- [What you need to do]:
All lines from the first one in the listing below to the one holding "index tip: (405, 251)", inclusive, are to be copied exactly.

- [Material for this task]:
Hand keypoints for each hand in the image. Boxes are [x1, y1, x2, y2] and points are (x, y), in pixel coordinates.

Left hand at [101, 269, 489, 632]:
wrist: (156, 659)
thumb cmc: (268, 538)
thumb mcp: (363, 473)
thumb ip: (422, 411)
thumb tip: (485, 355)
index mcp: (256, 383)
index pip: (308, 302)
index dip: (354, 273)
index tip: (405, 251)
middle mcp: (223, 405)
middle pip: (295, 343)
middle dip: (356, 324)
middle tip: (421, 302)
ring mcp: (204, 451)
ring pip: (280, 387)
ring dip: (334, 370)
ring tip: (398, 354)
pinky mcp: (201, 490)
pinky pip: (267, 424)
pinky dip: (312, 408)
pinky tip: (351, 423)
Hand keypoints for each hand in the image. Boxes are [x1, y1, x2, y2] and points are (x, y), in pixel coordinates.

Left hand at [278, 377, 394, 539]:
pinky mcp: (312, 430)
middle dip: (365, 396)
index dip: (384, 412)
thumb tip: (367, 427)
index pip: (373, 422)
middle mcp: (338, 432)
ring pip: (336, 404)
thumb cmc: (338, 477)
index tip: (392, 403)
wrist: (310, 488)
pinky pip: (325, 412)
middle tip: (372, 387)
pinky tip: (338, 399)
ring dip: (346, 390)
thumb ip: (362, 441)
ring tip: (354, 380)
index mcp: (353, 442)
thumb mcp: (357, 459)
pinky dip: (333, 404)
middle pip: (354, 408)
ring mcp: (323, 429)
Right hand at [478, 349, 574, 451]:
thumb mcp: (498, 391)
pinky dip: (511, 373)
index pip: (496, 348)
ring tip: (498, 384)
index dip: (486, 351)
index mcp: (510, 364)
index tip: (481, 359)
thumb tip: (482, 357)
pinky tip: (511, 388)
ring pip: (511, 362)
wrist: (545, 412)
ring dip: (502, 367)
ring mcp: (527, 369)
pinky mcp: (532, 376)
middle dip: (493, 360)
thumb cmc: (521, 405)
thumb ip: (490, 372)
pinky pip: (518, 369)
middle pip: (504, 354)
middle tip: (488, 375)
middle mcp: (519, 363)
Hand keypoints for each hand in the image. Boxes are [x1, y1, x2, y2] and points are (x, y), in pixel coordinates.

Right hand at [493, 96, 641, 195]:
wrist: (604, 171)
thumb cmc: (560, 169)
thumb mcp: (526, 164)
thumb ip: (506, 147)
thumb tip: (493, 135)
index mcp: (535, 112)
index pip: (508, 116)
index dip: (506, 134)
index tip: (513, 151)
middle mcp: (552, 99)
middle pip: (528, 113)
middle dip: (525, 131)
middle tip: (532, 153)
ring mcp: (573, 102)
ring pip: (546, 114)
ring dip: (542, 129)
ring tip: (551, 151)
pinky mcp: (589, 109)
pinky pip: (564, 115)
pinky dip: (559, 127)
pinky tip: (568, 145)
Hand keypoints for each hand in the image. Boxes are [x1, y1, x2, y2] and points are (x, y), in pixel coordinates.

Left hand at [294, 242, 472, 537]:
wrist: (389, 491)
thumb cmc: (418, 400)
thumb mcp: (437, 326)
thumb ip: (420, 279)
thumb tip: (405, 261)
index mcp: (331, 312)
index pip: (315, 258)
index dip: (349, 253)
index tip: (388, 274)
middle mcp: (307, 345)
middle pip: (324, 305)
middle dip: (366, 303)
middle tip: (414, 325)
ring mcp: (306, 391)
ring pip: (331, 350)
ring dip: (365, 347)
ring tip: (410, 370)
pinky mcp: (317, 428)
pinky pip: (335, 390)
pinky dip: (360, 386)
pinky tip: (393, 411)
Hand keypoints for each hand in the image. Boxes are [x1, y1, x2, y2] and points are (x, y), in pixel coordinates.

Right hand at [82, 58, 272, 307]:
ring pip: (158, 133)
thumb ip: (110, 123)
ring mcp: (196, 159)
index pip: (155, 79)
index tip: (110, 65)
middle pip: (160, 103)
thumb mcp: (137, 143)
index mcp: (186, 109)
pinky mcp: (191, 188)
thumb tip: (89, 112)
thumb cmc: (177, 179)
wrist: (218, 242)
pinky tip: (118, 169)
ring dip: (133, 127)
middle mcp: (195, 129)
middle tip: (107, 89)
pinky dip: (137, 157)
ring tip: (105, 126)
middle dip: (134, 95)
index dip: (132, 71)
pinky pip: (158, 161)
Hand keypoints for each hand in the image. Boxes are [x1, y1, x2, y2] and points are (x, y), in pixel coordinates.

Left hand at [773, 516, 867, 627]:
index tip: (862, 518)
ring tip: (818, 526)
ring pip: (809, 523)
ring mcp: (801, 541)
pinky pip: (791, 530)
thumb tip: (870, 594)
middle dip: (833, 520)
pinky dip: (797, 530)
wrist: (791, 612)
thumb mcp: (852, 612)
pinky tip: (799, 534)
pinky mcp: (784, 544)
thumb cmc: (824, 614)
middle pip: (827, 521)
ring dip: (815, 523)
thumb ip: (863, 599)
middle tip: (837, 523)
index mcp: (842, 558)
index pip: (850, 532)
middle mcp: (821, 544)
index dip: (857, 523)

- [Written answer]:
Hand keypoints for each hand in the image. Boxes are [x1, y1, x2, y2] and points are (x, y), in pixel coordinates.

Left hand at [101, 269, 489, 632]:
wrist: (156, 659)
thumb cmc: (268, 538)
thumb mcp: (363, 473)
thumb ip: (422, 411)
thumb tip: (485, 355)
index mcp: (256, 383)
index pip: (308, 302)
index dip: (354, 273)
index tip: (405, 251)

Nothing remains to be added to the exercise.